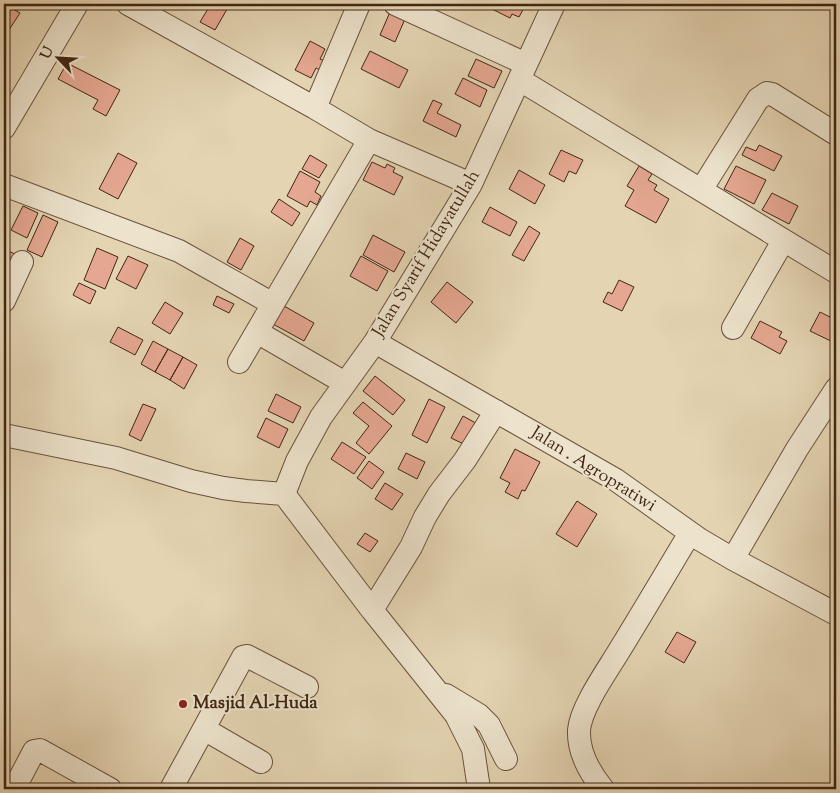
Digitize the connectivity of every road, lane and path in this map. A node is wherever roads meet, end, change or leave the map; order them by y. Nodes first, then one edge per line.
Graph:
1 (77, 4) edge
2 (128, 4) edge
3 (359, 4) edge
4 (395, 4) edge
5 (553, 4) edge
6 (523, 72) junction
7 (315, 108) junction
8 (4, 128) edge
9 (836, 134) edge
10 (369, 140) junction
11 (471, 184) junction
12 (4, 185) edge
13 (701, 190) junction
14 (783, 241) junction
15 (22, 262) dead end
16 (836, 272) edge
17 (4, 301) edge
18 (274, 304) junction
19 (733, 328) dead end
20 (257, 332) junction
21 (375, 342) junction
22 (239, 362) dead end
23 (345, 383) junction
24 (836, 389) edge
25 (496, 412) junction
26 (4, 435) edge
27 (284, 494) junction
28 (690, 533) junction
29 (733, 559) junction
30 (372, 610) junction
31 (836, 614) edge
32 (308, 687) dead end
33 (437, 689) junction
34 (204, 729) junction
35 (506, 759) dead end
36 (261, 762) dead end
37 (14, 789) edge
38 (110, 789) edge
39 (171, 789) edge
40 (479, 789) edge
41 (603, 789) edge

1 - 8 street
2 - 7 street
3 - 7 street
4 - 6 street
5 - 6 street, Jalan Syarif Hidayatullah
6 - 11 street, Jalan Syarif Hidayatullah
6 - 13 street
7 - 10 street
9 - 13 street
10 - 11 street
10 - 18 street
11 - 21 street, Jalan Syarif Hidayatullah
12 - 18 street
13 - 14 street
14 - 16 street
14 - 19 street
15 - 17 street
18 - 20 street
20 - 22 street
20 - 23 street
21 - 23 street, Jalan Syarif Hidayatullah
21 - 25 street, Jalan . Agropratiwi
23 - 27 street, Jalan Syarif Hidayatullah
24 - 29 street
25 - 28 street, Jalan . Agropratiwi
25 - 30 street
26 - 27 street
27 - 30 street
28 - 29 street, Jalan . Agropratiwi
28 - 41 street
29 - 31 street, Jalan . Agropratiwi
30 - 33 street
32 - 34 street
33 - 35 street
33 - 40 street
34 - 36 street
34 - 39 street
37 - 38 street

WHAT YOU ARE ASKED TO DO:
Send back every record exactly as it stands, except the pictures.

TASK OUTPUT:
Digitize the connectivity of every road, lane and path in this map. A node is wherever roads meet, end, change or leave the map; order them by y. Nodes first, then one edge per line.
Graph:
1 (77, 4) edge
2 (128, 4) edge
3 (359, 4) edge
4 (395, 4) edge
5 (553, 4) edge
6 (523, 72) junction
7 (315, 108) junction
8 (4, 128) edge
9 (836, 134) edge
10 (369, 140) junction
11 (471, 184) junction
12 (4, 185) edge
13 (701, 190) junction
14 (783, 241) junction
15 (22, 262) dead end
16 (836, 272) edge
17 (4, 301) edge
18 (274, 304) junction
19 (733, 328) dead end
20 (257, 332) junction
21 (375, 342) junction
22 (239, 362) dead end
23 (345, 383) junction
24 (836, 389) edge
25 (496, 412) junction
26 (4, 435) edge
27 (284, 494) junction
28 (690, 533) junction
29 (733, 559) junction
30 (372, 610) junction
31 (836, 614) edge
32 (308, 687) dead end
33 (437, 689) junction
34 (204, 729) junction
35 (506, 759) dead end
36 (261, 762) dead end
37 (14, 789) edge
38 (110, 789) edge
39 (171, 789) edge
40 (479, 789) edge
41 (603, 789) edge

1 - 8 street
2 - 7 street
3 - 7 street
4 - 6 street
5 - 6 street, Jalan Syarif Hidayatullah
6 - 11 street, Jalan Syarif Hidayatullah
6 - 13 street
7 - 10 street
9 - 13 street
10 - 11 street
10 - 18 street
11 - 21 street, Jalan Syarif Hidayatullah
12 - 18 street
13 - 14 street
14 - 16 street
14 - 19 street
15 - 17 street
18 - 20 street
20 - 22 street
20 - 23 street
21 - 23 street, Jalan Syarif Hidayatullah
21 - 25 street, Jalan . Agropratiwi
23 - 27 street, Jalan Syarif Hidayatullah
24 - 29 street
25 - 28 street, Jalan . Agropratiwi
25 - 30 street
26 - 27 street
27 - 30 street
28 - 29 street, Jalan . Agropratiwi
28 - 41 street
29 - 31 street, Jalan . Agropratiwi
30 - 33 street
32 - 34 street
33 - 35 street
33 - 40 street
34 - 36 street
34 - 39 street
37 - 38 street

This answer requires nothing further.